Эльза смотрела ему в глаза и понимала: их уже накрыло лавиной и несет куда-то прочь. Лавину не остановить.
— Не бойся, — сказала Эльза. — Не надо бояться.
Эльза не запомнила, как они переместились с кухни в комнату. Лютер целовал ее настолько жадно, словно боялся, что девушка в его объятиях растает в любую минуту, и, откликаясь на его долгий поцелуй, Эльза впервые за все время в столице чувствовала себя живой — живым, настоящим человеком, а не куклой и вещью. У Лютера были сильные сухие ладони и два длинных шрама, проложенных от шеи к ключице и груди; когда Эльза дотронулась до них, он вздрогнул и, оторвавшись от ее губ, попросил:
— Лучше не надо.
— Хорошо, — выдохнула Эльза, чувствуя, как по телу растекается приятное ласковое тепло. Не тот душный давящий жар, который охватил ее в объятиях Мартина — это чувство было похоже на прикосновение летнего солнца. Лютер осторожно стянул с нее тонкие темные брючки, которые Эльза купила специально для походов на лекции, и с такой же почти трепетной аккуратностью избавил ее от белья. Эльзе казалось, что она балансирует на грани между этим миром и удивительным зазеркальем, где есть лишь удивительная тонкая нежность. Лютер покрыл беглыми поцелуями ее живот, переместился к лобку, и мягко развел ее ноги в стороны.

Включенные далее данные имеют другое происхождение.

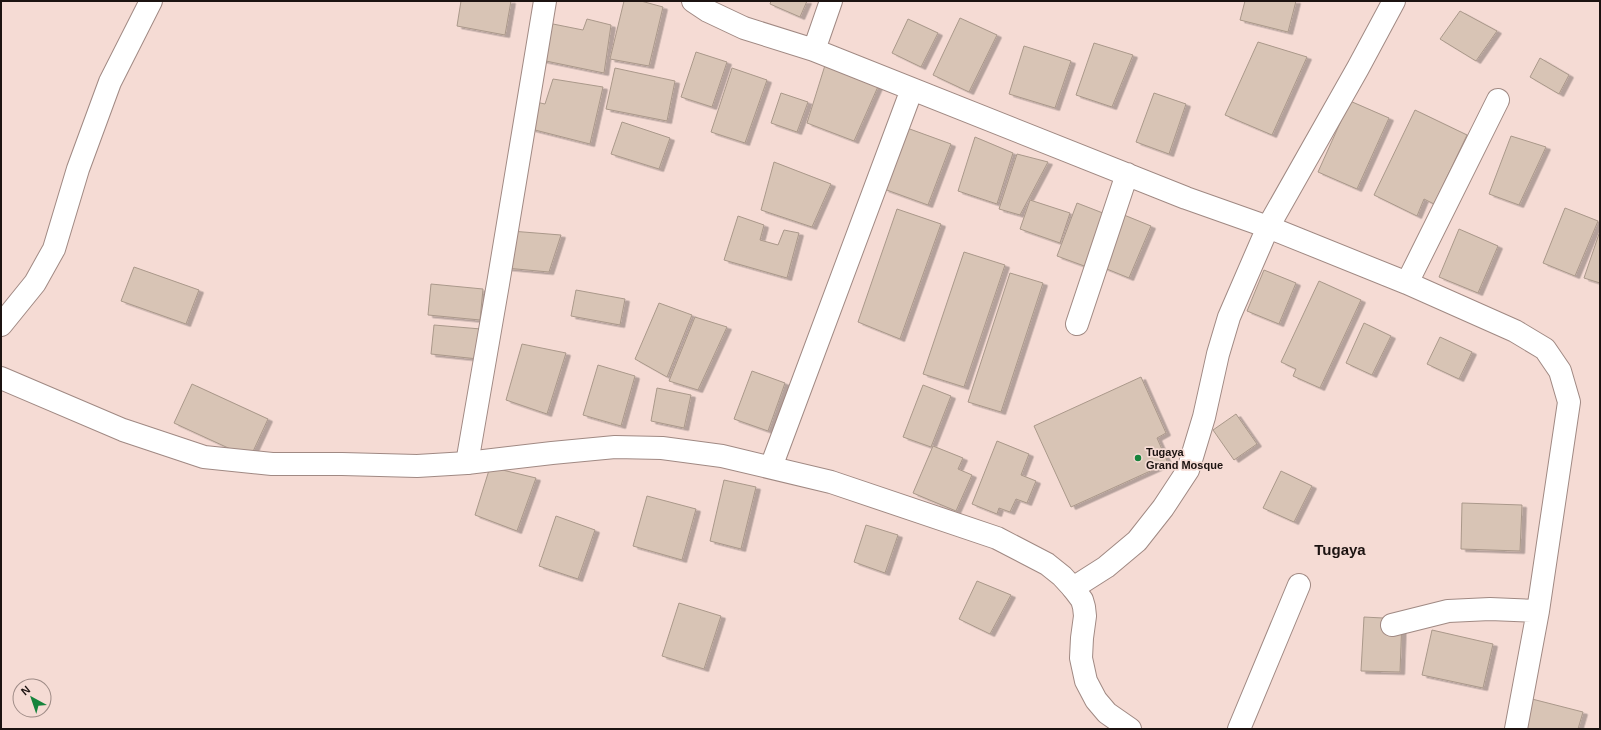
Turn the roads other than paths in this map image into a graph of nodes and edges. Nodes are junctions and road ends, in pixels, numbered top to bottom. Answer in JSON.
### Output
{"nodes":[{"id":1,"x":151,"y":1,"type":"edge"},
{"id":2,"x":545,"y":1,"type":"edge"},
{"id":3,"x":693,"y":1,"type":"edge"},
{"id":4,"x":832,"y":1,"type":"edge"},
{"id":5,"x":1394,"y":1,"type":"edge"},
{"id":6,"x":814,"y":50,"type":"junction"},
{"id":7,"x":912,"y":89,"type":"junction"},
{"id":8,"x":1498,"y":100,"type":"dead end"},
{"id":9,"x":1127,"y":174,"type":"junction"},
{"id":10,"x":1268,"y":227,"type":"junction"},
{"id":11,"x":1407,"y":284,"type":"junction"},
{"id":12,"x":1078,"y":324,"type":"dead end"},
{"id":13,"x":1,"y":325,"type":"edge"},
{"id":14,"x":1,"y":378,"type":"edge"},
{"id":15,"x":467,"y":463,"type":"junction"},
{"id":16,"x":771,"y":467,"type":"junction"},
{"id":17,"x":1299,"y":585,"type":"dead end"},
{"id":18,"x":1073,"y":588,"type":"junction"},
{"id":19,"x":1538,"y":611,"type":"junction"},
{"id":20,"x":1392,"y":625,"type":"dead end"},
{"id":21,"x":1130,"y":729,"type":"edge"},
{"id":22,"x":1239,"y":729,"type":"edge"},
{"id":23,"x":1516,"y":729,"type":"edge"}],
"edges":[{"from":1,"to":13,"type":"street"},
{"from":2,"to":15,"type":"street"},
{"from":3,"to":6,"type":"street"},
{"from":4,"to":6,"type":"street"},
{"from":5,"to":10,"type":"street"},
{"from":6,"to":7,"type":"street"},
{"from":7,"to":9,"type":"street"},
{"from":7,"to":16,"type":"street"},
{"from":8,"to":11,"type":"street"},
{"from":9,"to":10,"type":"street"},
{"from":9,"to":12,"type":"street"},
{"from":10,"to":11,"type":"street"},
{"from":10,"to":18,"type":"street"},
{"from":11,"to":19,"type":"street"},
{"from":14,"to":15,"type":"street"},
{"from":15,"to":16,"type":"street"},
{"from":16,"to":18,"type":"street"},
{"from":17,"to":22,"type":"street"},
{"from":18,"to":21,"type":"street"},
{"from":19,"to":20,"type":"street"},
{"from":19,"to":23,"type":"street"}]}
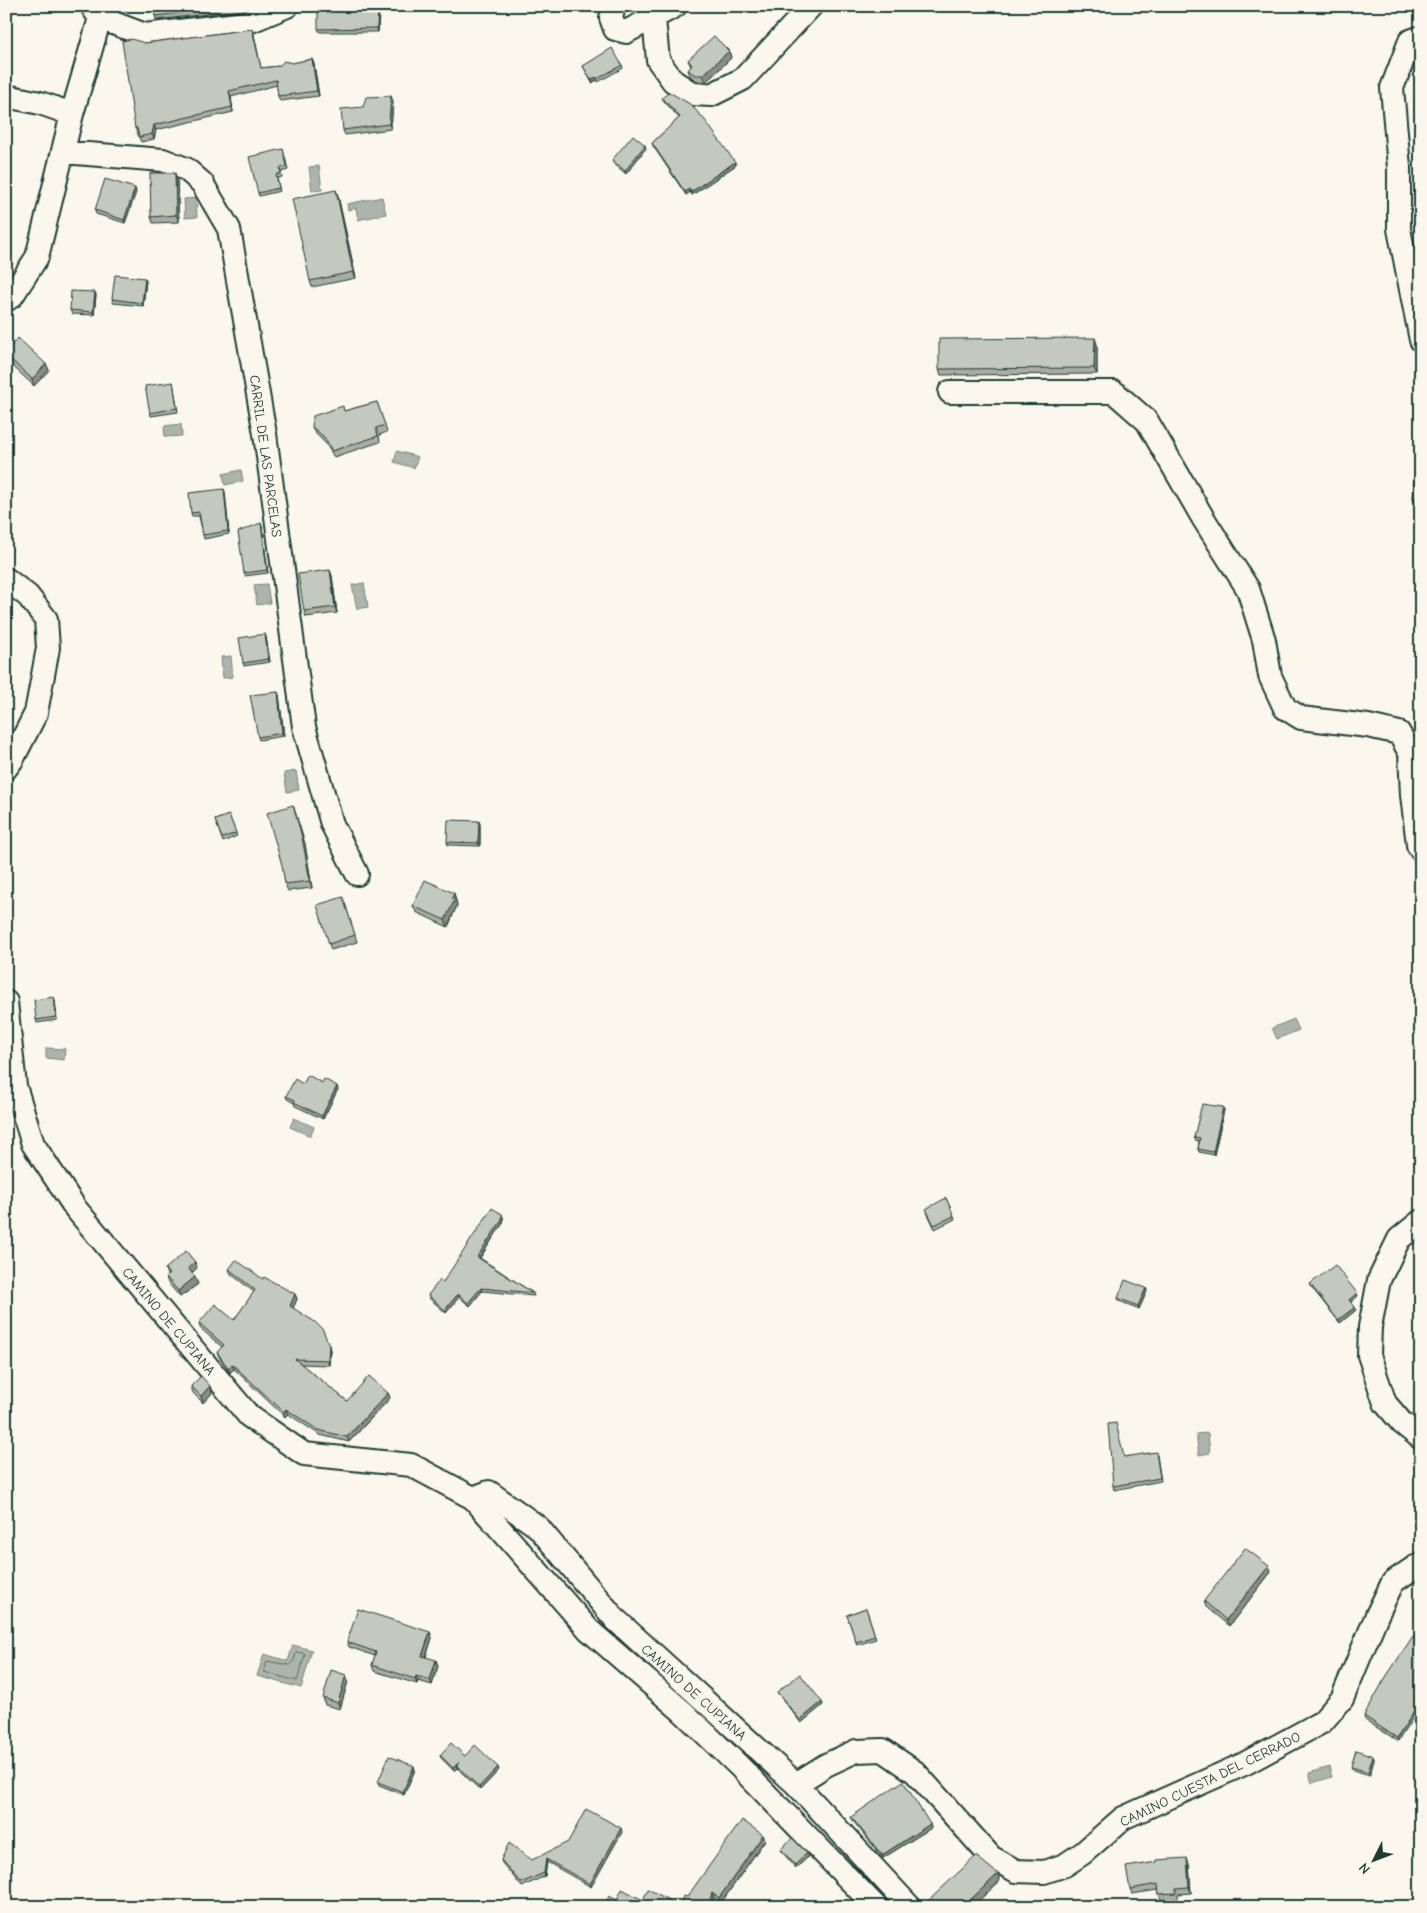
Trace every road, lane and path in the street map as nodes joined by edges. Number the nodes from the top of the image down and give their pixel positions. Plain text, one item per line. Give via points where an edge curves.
1 (287, 6) edge
2 (614, 6) edge
3 (675, 6) edge
4 (810, 6) edge
5 (100, 10) edge
6 (654, 19) junction
7 (1421, 37) edge
8 (6, 96) edge
9 (72, 114) junction
10 (63, 152) junction
11 (6, 300) edge
12 (1421, 340) edge
13 (950, 392) dead end
14 (6, 579) edge
15 (6, 768) edge
16 (1421, 850) edge
17 (357, 874) dead end
18 (6, 1002) edge
19 (1421, 1221) edge
20 (1421, 1438) edge
21 (473, 1498) junction
22 (1421, 1565) edge
23 (796, 1784) junction
24 (876, 1907) edge
25 (910, 1907) edge

1 - 5 street via 246,23 145,35
2 - 6 street via 610,18 616,29 626,32
3 - 6 street
4 - 6 street via 743,79 711,95 693,94 673,81 658,60
5 - 9 street
7 - 12 street via 1410,42 1392,88 1399,167 1398,229
8 - 9 street
9 - 10 street
10 - 11 street via 36,257 12,296
10 - 17 street, CARRIL DE LAS PARCELAS via 163,160 186,169 202,183 229,229 265,434 304,726 332,824
13 - 16 street via 1114,392 1147,421 1248,589 1264,640 1270,676 1285,708 1301,718 1368,726 1399,734 1410,753 1412,795
14 - 15 street via 28,596 46,619 48,648 36,713
18 - 21 street, CAMINO DE CUPIANA via 15,1086 33,1144 76,1209 249,1416 304,1454 411,1465
19 - 20 street via 1399,1239 1379,1280 1370,1327 1369,1355 1385,1402 1402,1424
21 - 23 street, CAMINO DE CUPIANA via 489,1492 538,1527 615,1619
21 - 24 street, CAMINO DE CUPIANA via 589,1630 739,1766
22 - 23 street, CAMINO CUESTA DEL CERRADO via 1393,1582 1342,1699 1322,1722 1244,1764 1123,1818 1066,1865 1044,1872 1016,1871 991,1858 915,1772 883,1750 856,1750
23 - 25 street, CAMINO DE CUPIANA

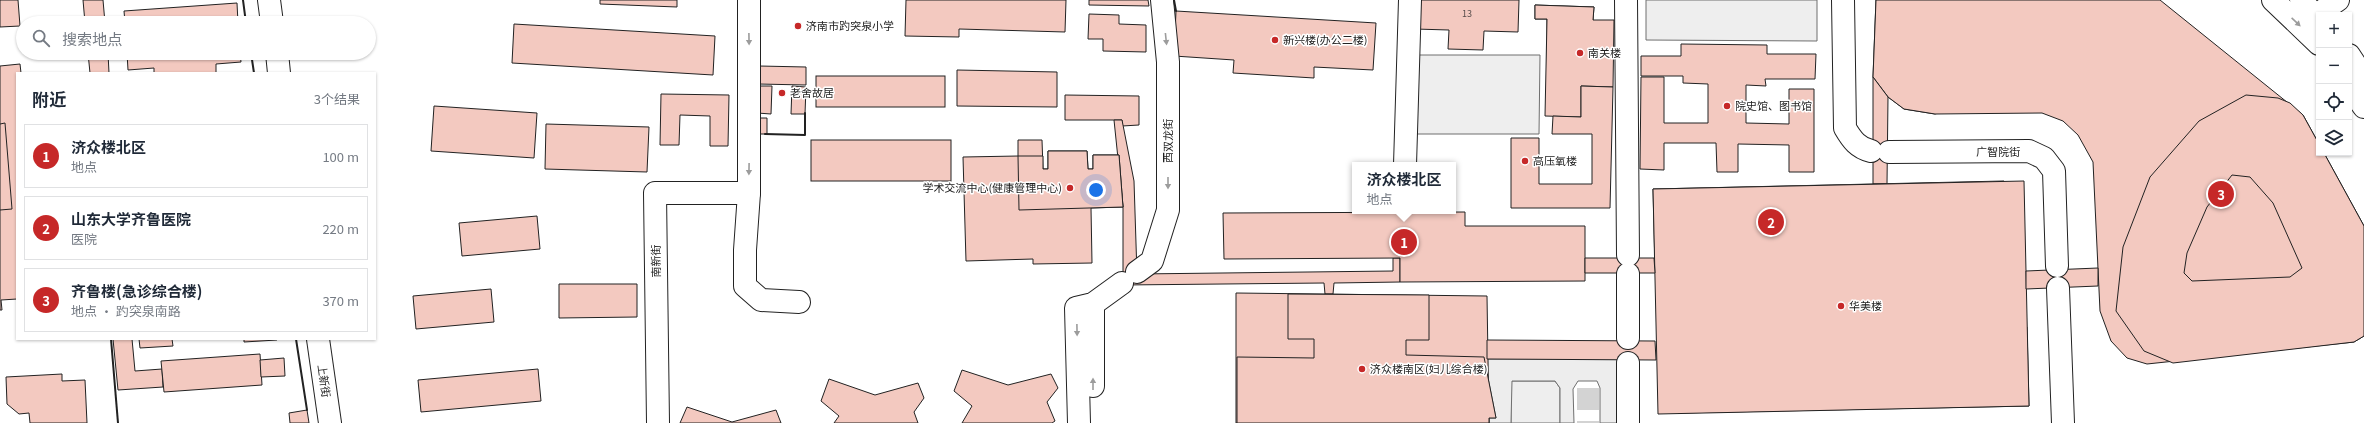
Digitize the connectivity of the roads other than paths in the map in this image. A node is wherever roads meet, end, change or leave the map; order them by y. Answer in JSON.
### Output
{"nodes":[{"id":1,"x":269,"y":0,"type":"edge"},
{"id":2,"x":749,"y":0,"type":"edge"},
{"id":3,"x":1162,"y":0,"type":"edge"},
{"id":4,"x":1410,"y":0,"type":"edge"},
{"id":5,"x":1626,"y":0,"type":"edge"},
{"id":6,"x":1843,"y":0,"type":"edge"},
{"id":7,"x":2273,"y":0,"type":"edge"},
{"id":8,"x":2338,"y":0,"type":"edge"},
{"id":9,"x":2312,"y":12,"type":"edge"},
{"id":10,"x":271,"y":16,"type":"edge"},
{"id":11,"x":2316,"y":41,"type":"edge"},
{"id":12,"x":278,"y":60,"type":"edge"},
{"id":13,"x":2352,"y":60,"type":"edge"},
{"id":14,"x":280,"y":72,"type":"edge"},
{"id":15,"x":2364,"y":78,"type":"edge"},
{"id":16,"x":2352,"y":90,"type":"edge"},
{"id":17,"x":2364,"y":107,"type":"edge"},
{"id":18,"x":1405,"y":162,"type":"edge"},
{"id":19,"x":749,"y":192,"type":"junction"},
{"id":20,"x":2057,"y":266,"type":"dead end"},
{"id":21,"x":2058,"y":288,"type":"dead end"},
{"id":22,"x":799,"y":302,"type":"dead end"},
{"id":23,"x":1093,"y":304,"type":"junction"},
{"id":24,"x":1628,"y":338,"type":"dead end"},
{"id":25,"x":318,"y":340,"type":"edge"},
{"id":26,"x":1628,"y":363,"type":"dead end"},
{"id":27,"x":330,"y":423,"type":"edge"},
{"id":28,"x":658,"y":423,"type":"edge"},
{"id":29,"x":1079,"y":423,"type":"edge"},
{"id":30,"x":1093,"y":423,"type":"edge"},
{"id":31,"x":1628,"y":423,"type":"edge"},
{"id":32,"x":2063,"y":423,"type":"edge"}],
"edges":[{"from":1,"to":10,"type":"street"},
{"from":2,"to":19,"type":"street","one_way":true},
{"from":3,"to":23,"type":"street","name":"西双龙街","one_way":true},
{"from":4,"to":18,"type":"street"},
{"from":5,"to":24,"type":"street"},
{"from":6,"to":20,"type":"street","name":"广智院街"},
{"from":7,"to":11,"type":"street","one_way":true},
{"from":8,"to":9,"type":"street"},
{"from":12,"to":14,"type":"street"},
{"from":13,"to":15,"type":"street"},
{"from":16,"to":17,"type":"street"},
{"from":19,"to":22,"type":"street"},
{"from":19,"to":28,"type":"street","name":"南新街"},
{"from":21,"to":32,"type":"street"},
{"from":23,"to":29,"type":"street","name":"西双龙街","one_way":true},
{"from":30,"to":23,"type":"street","one_way":true},
{"from":25,"to":27,"type":"street","name":"上新街"},
{"from":26,"to":31,"type":"street"}]}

«Дьявол побери, Мартин, — подумала Эльза. — Ты это заслужил».
Ее сердце билось, словно обезумевшее, кровь шумела в ушах, и, когда язык Лютера скользнул по уже влажным складкам, Эльза вздрогнула всем телом, громко застонав от удовольствия. Это было словно во сне или в ее мечтах, и Эльза, не в силах противостоять нарастающей волне наслаждения, могла только раздвинуть ноги шире и запустить пальцы в светлые растрепанные волосы Лютера, хриплым шепотом умоляя его не останавливаться.
Он и не собирался. Когда Эльза словно бы со стороны услышала свой вскрик от тягучего, похожего на теплый мед, удовольствия, Лютер оторвался от нее, и Эльза ощутила, как он медленно, будто боясь причинить боль, входит в нее. Она сдавленно вздохнула и подалась ему навстречу. Это было слишком хорошо, чтобы быть правдой, быть с ней.